Work task: Copy, word for word, each line of the data below from the first through the line containing "I need the junctions", and stop there.

Dataset extract:
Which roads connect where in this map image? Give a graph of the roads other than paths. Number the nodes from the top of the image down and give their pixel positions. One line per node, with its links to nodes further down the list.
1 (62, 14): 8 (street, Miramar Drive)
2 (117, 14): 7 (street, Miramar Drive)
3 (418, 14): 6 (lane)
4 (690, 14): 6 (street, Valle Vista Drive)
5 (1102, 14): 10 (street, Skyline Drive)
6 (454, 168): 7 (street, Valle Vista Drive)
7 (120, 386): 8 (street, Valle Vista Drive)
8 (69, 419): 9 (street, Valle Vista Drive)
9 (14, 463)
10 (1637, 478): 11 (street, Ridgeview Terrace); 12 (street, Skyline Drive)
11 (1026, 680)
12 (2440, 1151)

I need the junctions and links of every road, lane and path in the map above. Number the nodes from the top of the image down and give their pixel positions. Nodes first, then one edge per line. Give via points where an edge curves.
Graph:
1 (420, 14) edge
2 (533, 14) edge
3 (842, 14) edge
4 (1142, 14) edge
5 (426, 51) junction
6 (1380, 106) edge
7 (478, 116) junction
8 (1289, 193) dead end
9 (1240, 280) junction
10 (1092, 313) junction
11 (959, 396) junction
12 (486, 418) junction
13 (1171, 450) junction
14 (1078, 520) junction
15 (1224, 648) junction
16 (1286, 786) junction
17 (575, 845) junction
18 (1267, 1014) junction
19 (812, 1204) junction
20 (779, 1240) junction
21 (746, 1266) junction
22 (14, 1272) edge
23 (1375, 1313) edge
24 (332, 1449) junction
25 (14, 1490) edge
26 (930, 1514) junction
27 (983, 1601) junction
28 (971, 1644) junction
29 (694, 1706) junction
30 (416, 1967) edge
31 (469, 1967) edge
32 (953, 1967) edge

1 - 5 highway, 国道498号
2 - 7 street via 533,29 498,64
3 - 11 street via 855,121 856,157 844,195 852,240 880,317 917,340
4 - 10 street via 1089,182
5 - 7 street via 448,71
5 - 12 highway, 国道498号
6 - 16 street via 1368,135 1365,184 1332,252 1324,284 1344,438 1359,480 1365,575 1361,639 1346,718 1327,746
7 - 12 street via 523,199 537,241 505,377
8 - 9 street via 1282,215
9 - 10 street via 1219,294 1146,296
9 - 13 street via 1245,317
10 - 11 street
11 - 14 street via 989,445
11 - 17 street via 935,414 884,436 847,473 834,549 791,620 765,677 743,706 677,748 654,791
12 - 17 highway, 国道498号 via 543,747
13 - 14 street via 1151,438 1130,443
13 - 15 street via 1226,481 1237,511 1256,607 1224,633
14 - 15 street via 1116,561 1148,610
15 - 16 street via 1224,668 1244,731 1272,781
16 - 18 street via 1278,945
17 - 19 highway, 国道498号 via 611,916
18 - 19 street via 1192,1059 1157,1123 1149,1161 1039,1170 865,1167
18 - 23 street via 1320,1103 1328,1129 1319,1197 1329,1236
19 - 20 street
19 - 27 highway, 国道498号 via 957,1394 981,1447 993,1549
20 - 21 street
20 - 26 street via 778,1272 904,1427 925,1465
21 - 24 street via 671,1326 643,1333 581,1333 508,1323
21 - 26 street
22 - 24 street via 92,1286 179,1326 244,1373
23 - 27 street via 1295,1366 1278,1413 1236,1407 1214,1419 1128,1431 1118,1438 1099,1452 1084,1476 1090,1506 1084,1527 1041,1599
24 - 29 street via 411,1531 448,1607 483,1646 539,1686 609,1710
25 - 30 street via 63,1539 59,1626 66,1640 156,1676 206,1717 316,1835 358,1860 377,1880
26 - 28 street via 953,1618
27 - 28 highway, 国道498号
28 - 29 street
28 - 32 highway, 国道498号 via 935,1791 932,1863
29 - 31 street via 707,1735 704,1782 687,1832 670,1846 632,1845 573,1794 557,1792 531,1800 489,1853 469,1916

Solved problem:
Which roads connect where in this map image? Give a graph of the roads other than paths. Number the nodes from the top of the image down and give their pixel positions. One line per node, with its links to nodes further down the list.
1 (62, 14): 8 (street, Miramar Drive)
2 (117, 14): 7 (street, Miramar Drive)
3 (418, 14): 6 (lane)
4 (690, 14): 6 (street, Valle Vista Drive)
5 (1102, 14): 10 (street, Skyline Drive)
6 (454, 168): 7 (street, Valle Vista Drive)
7 (120, 386): 8 (street, Valle Vista Drive)
8 (69, 419): 9 (street, Valle Vista Drive)
9 (14, 463)
10 (1637, 478): 11 (street, Ridgeview Terrace); 12 (street, Skyline Drive)
11 (1026, 680)
12 (2440, 1151)

I need the junctions and links of every road, lane and path in the map above. Number the nodes from the top of the image down and give their pixel positions. Nodes first, then one edge per line. Give via points where an edge curves.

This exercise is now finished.